→ **Work item**:
Given the listing below, the answer must be only the number of lines containing the string "حكيم".

=== Exercise data ===

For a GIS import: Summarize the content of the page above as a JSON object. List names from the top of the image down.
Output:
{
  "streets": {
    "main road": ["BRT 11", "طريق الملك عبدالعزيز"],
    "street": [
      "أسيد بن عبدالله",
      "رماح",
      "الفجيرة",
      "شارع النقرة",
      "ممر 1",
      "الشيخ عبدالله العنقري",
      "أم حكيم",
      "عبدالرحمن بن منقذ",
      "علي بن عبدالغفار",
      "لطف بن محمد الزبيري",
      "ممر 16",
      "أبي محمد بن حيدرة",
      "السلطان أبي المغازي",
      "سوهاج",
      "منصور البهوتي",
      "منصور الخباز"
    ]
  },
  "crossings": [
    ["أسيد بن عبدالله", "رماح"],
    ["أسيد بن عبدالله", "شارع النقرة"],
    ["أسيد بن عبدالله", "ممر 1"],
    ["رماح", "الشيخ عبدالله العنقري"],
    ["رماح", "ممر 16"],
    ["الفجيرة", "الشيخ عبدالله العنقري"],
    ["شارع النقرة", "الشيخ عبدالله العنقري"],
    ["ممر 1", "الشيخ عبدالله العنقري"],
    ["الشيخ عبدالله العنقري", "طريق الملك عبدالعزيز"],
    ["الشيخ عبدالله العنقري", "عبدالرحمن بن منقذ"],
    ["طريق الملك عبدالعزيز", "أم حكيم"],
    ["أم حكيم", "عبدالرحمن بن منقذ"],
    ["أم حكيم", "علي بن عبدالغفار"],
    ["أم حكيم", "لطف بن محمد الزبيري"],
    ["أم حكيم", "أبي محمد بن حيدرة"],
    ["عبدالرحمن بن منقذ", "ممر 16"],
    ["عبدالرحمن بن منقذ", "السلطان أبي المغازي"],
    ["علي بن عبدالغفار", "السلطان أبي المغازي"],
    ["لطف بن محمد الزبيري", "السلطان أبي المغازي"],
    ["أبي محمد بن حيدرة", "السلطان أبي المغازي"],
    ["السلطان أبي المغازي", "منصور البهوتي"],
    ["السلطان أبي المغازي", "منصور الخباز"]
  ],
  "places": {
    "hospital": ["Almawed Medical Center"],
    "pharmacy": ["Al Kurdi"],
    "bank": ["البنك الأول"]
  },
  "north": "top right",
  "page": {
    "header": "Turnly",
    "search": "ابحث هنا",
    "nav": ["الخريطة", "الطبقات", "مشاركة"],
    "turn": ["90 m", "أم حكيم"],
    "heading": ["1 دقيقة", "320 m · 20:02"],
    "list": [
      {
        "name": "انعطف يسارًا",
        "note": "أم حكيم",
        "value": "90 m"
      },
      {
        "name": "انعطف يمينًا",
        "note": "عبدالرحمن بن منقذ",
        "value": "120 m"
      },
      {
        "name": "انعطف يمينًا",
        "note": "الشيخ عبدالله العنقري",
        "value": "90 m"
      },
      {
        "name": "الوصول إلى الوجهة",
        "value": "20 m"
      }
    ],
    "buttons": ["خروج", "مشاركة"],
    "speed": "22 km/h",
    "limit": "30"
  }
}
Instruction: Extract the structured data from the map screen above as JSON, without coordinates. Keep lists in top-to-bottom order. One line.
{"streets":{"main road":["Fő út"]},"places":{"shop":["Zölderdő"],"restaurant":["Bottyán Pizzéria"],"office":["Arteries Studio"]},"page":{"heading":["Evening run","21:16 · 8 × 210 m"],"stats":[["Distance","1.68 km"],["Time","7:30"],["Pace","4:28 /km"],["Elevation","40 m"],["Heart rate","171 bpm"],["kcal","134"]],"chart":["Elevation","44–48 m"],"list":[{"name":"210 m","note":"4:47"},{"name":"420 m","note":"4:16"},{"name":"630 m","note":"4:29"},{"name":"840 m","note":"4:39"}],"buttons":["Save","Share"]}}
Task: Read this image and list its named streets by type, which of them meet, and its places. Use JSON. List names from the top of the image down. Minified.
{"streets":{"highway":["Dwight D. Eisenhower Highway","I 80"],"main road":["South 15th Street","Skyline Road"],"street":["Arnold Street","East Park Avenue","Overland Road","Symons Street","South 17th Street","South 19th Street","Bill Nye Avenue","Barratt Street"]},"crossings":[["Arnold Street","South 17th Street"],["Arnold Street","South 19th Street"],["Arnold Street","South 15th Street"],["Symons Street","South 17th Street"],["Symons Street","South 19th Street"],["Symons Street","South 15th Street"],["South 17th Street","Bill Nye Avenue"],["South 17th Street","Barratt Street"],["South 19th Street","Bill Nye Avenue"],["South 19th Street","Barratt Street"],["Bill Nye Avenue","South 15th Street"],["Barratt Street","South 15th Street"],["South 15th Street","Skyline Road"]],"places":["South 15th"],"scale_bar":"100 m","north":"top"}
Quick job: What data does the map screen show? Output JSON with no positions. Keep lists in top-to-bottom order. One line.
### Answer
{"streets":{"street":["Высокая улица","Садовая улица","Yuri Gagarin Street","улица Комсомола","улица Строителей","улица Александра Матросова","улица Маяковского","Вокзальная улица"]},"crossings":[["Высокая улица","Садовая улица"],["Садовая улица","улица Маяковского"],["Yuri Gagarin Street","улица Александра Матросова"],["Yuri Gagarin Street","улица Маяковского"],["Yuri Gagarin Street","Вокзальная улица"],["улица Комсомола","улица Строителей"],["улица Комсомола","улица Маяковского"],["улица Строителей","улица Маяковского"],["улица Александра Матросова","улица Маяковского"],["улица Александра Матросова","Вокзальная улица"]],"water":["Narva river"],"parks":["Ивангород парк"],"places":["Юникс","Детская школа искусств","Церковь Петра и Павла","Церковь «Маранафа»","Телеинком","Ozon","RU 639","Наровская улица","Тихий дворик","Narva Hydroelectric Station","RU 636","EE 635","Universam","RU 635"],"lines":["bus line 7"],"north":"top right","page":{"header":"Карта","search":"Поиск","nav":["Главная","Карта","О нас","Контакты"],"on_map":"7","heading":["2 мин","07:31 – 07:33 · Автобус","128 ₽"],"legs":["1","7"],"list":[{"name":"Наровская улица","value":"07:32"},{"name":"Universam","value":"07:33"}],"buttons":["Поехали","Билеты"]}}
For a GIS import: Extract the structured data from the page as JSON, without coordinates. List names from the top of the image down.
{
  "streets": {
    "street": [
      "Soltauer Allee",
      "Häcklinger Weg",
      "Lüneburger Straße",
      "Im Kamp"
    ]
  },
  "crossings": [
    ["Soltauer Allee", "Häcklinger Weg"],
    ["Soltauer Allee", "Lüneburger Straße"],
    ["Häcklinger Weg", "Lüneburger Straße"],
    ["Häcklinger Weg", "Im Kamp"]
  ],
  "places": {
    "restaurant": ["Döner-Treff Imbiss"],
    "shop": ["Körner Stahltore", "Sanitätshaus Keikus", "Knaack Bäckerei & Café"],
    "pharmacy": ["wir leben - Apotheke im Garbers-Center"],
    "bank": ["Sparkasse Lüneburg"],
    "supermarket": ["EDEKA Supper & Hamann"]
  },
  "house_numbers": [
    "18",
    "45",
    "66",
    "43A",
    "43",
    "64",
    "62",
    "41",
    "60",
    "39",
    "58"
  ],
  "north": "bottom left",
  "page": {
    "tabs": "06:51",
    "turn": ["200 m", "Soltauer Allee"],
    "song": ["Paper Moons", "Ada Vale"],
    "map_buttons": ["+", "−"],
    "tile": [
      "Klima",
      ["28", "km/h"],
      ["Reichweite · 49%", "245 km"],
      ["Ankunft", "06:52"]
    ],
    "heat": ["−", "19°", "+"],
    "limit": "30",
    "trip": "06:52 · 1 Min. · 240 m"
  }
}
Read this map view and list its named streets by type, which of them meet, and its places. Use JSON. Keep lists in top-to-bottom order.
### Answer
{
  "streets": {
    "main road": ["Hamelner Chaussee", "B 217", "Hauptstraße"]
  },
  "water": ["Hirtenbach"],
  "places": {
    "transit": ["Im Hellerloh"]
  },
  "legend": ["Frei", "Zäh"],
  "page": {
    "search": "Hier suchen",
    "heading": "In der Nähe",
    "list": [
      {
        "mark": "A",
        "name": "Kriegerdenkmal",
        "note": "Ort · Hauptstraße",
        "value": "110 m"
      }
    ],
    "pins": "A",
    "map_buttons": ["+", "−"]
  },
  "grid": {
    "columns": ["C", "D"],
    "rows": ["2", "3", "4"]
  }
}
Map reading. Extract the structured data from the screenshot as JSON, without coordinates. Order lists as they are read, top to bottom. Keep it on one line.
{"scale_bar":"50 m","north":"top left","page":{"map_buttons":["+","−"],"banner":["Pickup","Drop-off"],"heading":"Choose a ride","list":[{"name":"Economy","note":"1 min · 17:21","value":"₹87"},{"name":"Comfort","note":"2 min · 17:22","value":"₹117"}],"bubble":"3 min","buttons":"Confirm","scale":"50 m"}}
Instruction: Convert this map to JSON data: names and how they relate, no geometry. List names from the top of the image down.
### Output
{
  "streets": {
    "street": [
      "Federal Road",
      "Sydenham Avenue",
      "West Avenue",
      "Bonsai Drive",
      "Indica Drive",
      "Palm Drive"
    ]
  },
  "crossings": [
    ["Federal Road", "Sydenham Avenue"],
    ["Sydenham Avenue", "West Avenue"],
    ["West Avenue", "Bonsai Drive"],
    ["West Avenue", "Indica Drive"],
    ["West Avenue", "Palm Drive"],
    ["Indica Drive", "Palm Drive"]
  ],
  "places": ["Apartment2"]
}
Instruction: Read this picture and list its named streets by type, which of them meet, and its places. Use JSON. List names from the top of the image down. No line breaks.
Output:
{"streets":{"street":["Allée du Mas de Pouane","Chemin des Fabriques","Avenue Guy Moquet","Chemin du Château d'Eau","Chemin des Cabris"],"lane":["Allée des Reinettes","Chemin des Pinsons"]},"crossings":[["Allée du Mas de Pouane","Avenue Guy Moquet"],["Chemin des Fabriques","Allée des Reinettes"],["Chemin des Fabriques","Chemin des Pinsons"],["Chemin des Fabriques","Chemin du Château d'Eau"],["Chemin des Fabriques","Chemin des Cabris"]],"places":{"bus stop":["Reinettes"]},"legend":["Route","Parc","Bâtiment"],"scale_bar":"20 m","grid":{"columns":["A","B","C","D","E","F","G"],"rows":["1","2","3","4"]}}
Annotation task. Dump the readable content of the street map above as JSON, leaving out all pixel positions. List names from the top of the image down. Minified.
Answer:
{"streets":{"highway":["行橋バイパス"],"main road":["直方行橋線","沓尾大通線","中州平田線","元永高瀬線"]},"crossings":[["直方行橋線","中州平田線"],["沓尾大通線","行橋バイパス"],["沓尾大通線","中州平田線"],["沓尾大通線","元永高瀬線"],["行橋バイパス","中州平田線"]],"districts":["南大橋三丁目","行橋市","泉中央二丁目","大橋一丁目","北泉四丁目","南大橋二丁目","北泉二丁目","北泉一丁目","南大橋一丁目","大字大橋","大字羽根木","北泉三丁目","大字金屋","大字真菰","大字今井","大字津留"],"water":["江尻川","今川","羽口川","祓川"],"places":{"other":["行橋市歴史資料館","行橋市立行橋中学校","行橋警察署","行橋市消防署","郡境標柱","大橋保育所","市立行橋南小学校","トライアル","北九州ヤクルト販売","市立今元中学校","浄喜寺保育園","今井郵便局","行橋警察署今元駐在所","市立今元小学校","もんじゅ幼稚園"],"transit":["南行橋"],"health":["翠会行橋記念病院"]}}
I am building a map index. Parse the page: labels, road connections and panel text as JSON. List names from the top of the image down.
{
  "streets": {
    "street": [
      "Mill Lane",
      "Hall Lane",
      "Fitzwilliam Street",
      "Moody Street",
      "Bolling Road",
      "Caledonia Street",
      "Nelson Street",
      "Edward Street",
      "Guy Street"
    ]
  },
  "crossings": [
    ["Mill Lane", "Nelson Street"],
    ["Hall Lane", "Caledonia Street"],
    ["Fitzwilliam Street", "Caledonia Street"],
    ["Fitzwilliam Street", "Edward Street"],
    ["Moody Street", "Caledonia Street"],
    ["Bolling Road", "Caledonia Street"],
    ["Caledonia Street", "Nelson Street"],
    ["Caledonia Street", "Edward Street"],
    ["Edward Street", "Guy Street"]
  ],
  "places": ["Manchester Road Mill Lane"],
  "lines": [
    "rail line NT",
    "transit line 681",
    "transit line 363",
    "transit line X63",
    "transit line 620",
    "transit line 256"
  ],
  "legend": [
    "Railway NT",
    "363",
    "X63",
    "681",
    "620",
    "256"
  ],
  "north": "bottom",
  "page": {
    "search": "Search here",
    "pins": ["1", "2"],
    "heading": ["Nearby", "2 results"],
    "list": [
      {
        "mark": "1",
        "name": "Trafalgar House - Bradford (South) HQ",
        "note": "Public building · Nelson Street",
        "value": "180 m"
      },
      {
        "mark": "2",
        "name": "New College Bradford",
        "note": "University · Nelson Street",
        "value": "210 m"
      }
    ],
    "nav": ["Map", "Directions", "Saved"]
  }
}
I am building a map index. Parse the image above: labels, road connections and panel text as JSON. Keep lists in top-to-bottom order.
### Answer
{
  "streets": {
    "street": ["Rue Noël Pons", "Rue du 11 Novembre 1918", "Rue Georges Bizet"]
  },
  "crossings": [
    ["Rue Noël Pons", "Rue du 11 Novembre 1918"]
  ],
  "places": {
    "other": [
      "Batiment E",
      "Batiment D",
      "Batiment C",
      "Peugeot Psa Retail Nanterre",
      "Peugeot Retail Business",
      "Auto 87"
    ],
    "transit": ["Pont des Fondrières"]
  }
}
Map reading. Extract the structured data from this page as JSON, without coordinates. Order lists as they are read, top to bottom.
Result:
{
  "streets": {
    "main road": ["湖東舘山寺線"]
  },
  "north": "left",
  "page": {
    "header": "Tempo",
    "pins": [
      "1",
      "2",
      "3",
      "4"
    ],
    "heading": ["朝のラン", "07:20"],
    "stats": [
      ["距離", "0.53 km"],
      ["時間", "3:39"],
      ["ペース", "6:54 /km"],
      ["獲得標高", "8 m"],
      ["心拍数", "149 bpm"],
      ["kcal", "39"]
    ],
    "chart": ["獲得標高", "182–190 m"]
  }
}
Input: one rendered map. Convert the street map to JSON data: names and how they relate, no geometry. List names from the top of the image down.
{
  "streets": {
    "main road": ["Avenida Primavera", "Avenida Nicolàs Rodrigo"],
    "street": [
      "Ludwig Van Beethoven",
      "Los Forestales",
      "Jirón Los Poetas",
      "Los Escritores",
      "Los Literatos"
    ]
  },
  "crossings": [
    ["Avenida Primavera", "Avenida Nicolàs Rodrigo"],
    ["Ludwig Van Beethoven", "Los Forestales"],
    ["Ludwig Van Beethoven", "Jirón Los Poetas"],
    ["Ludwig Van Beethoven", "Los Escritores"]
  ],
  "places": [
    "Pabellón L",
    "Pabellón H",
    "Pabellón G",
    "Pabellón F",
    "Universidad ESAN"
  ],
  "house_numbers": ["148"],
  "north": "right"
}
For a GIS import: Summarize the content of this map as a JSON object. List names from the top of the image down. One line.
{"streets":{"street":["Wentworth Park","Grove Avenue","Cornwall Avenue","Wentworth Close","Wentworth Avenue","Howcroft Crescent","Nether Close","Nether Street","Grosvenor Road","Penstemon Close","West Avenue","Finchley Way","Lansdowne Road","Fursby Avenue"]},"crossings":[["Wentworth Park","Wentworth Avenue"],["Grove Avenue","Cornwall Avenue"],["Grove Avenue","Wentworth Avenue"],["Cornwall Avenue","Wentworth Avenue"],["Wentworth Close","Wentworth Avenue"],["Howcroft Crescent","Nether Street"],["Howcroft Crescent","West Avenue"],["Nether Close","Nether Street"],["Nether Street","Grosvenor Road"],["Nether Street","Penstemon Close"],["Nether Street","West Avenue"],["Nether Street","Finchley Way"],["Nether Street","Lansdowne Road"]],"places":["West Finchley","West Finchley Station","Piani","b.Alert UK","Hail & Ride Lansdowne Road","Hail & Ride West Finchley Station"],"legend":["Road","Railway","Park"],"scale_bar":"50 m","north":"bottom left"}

===

→ **Your response**:
8